I wanna Iterate through the Users Stackoverflow dump File. The problem is it is very Huge and it is XML. For me xml is a new Topic. I read several Documentation and Stackoverflow Post but for some reason it doesn't work.
XML Format:
<users>
<row Id="-1" Reputation="1"
CreationDate="2008-07-31T00:00:00.000"
DisplayName="Community"
LastAccessDate="2008-08-26T00:16:53.810"
WebsiteUrl="http://meta.stackexchange.com/"
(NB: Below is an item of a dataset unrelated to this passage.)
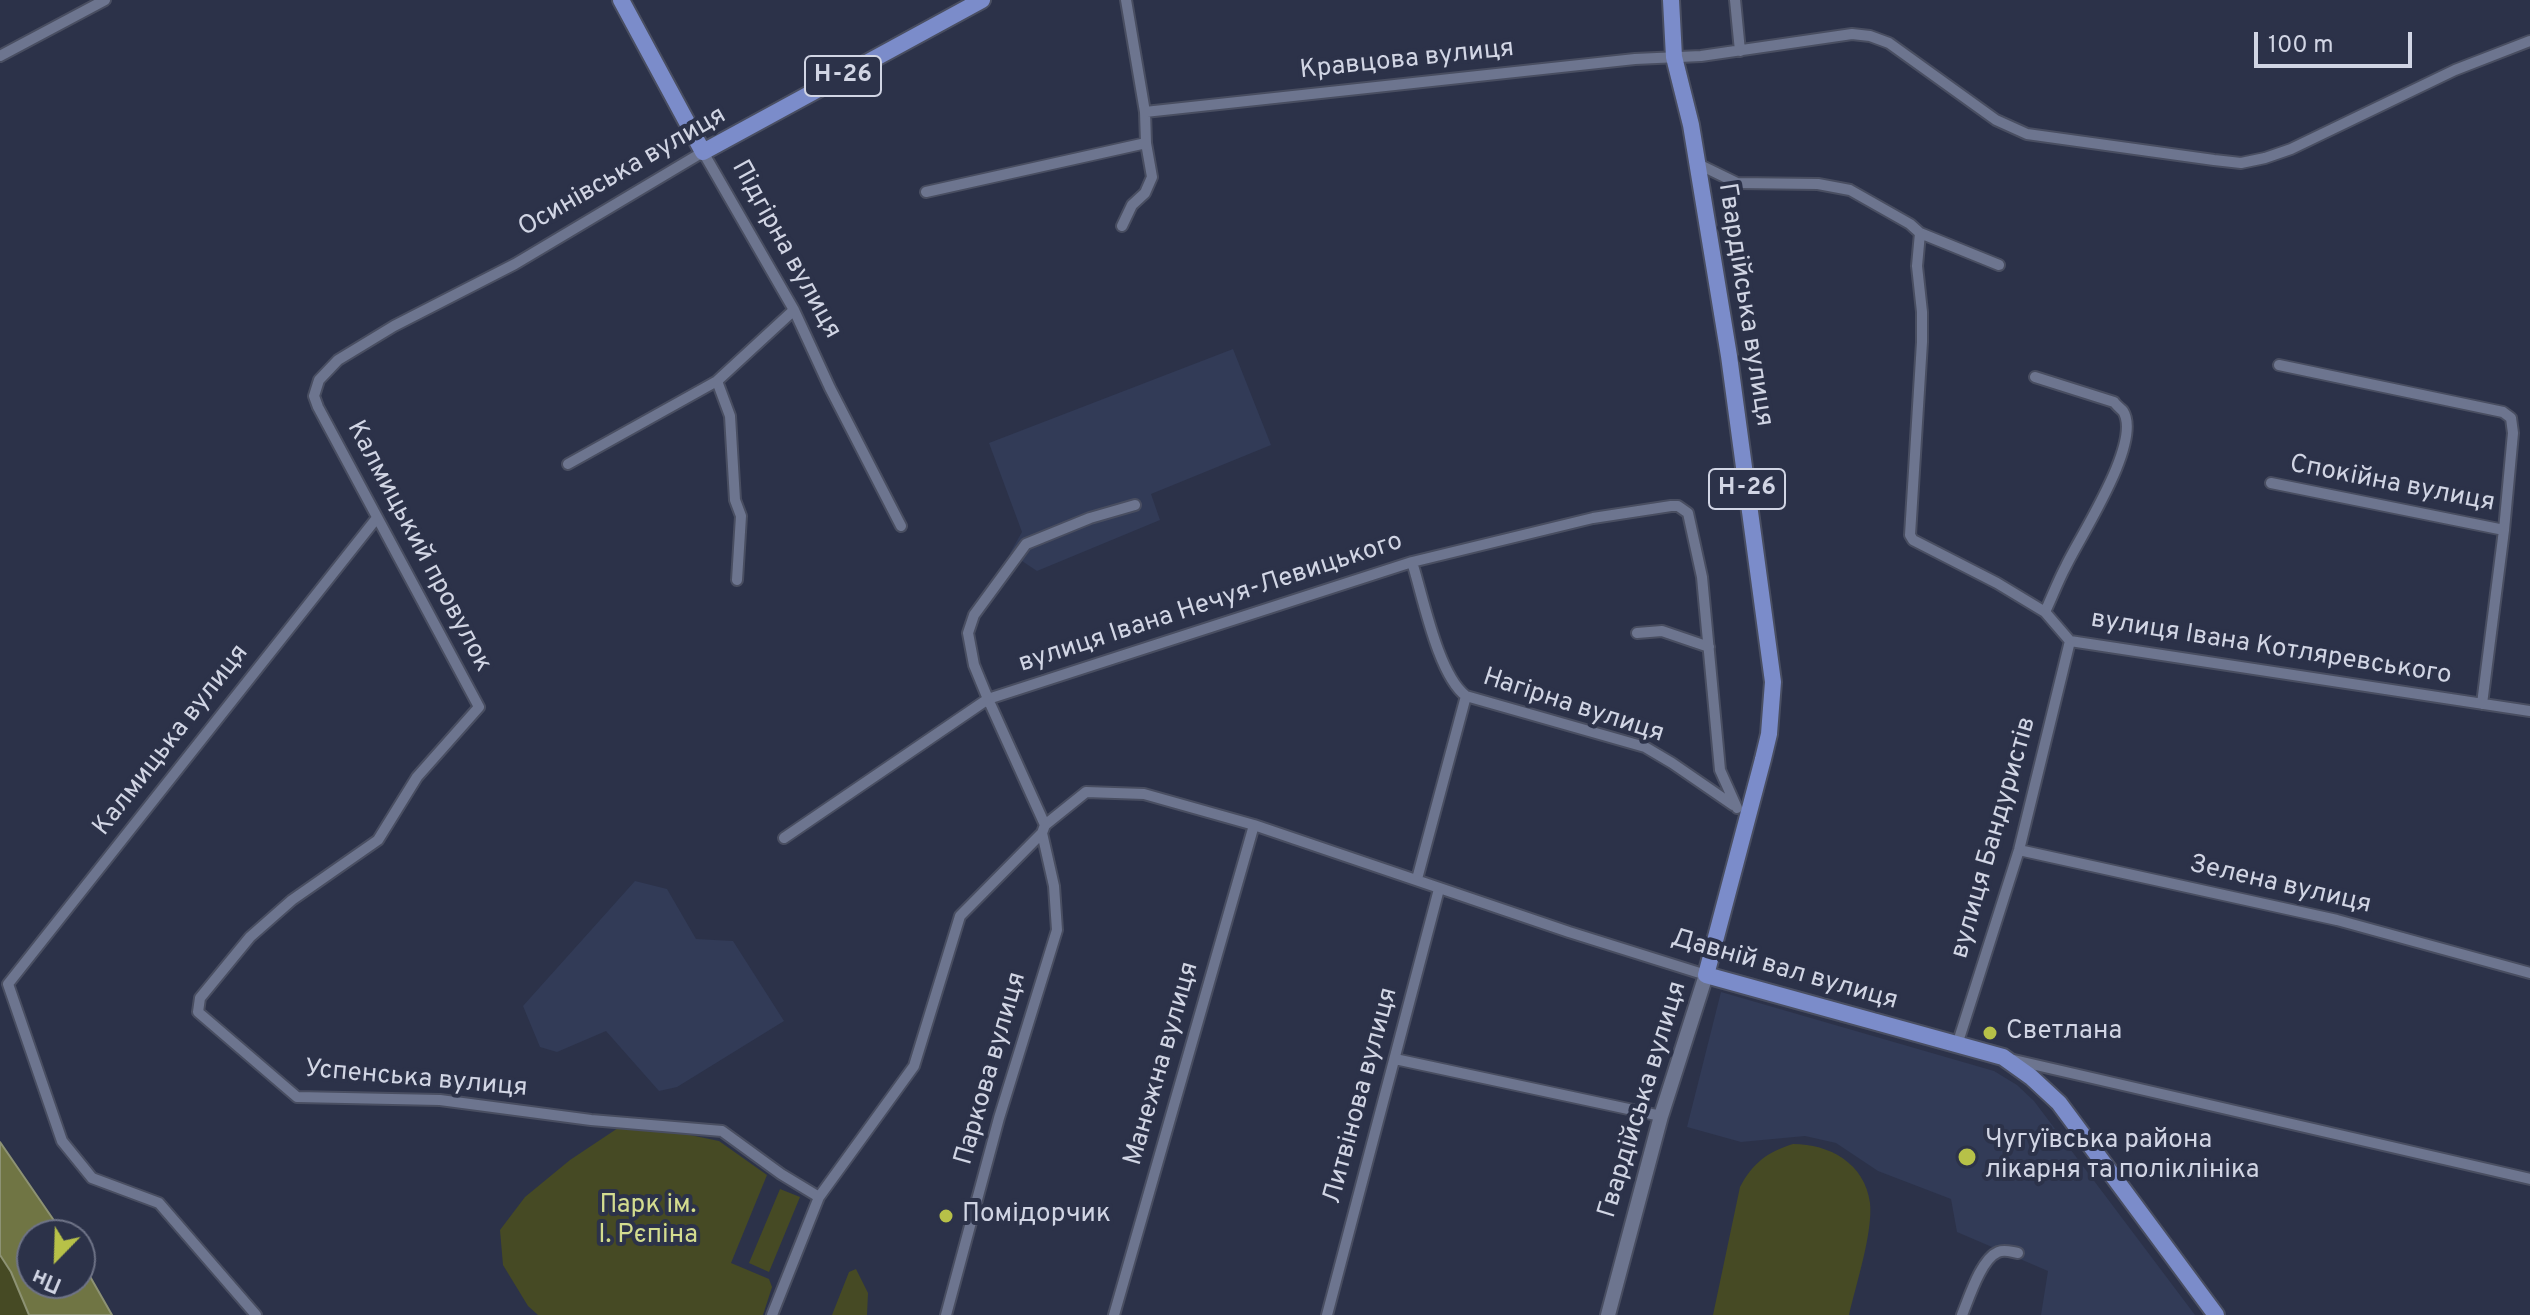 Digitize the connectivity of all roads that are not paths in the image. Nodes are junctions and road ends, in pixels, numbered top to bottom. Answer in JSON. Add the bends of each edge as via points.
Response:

Location="on the server farm" AboutMe="<p>Hi, I'm not really a person.&" Views="649" UpVotes="245983" DownVotes="924377" AccountId="-1"
/>
</users>
The Code:
from xml.etree.ElementTree import iterparse
for evt, elem in iterparse('data/Users.xml', events=('start','end')):
print(evt, elem)
What I get:
The For Loop outprint me a bunch of hexacode. And in the End I get an Memory Exception. Maybe its normal because I try it a second time and it iterate the xml very fast 0.13 seconds
start <Element 'row' at 0x04CC16F0>
end <Element 'row' at 0x04CC16F0>
start <Element 'row' at 0x04CC1810>
I hope you guys can help by the Question. How I get the Value of this Output? I wanna save it into SQL.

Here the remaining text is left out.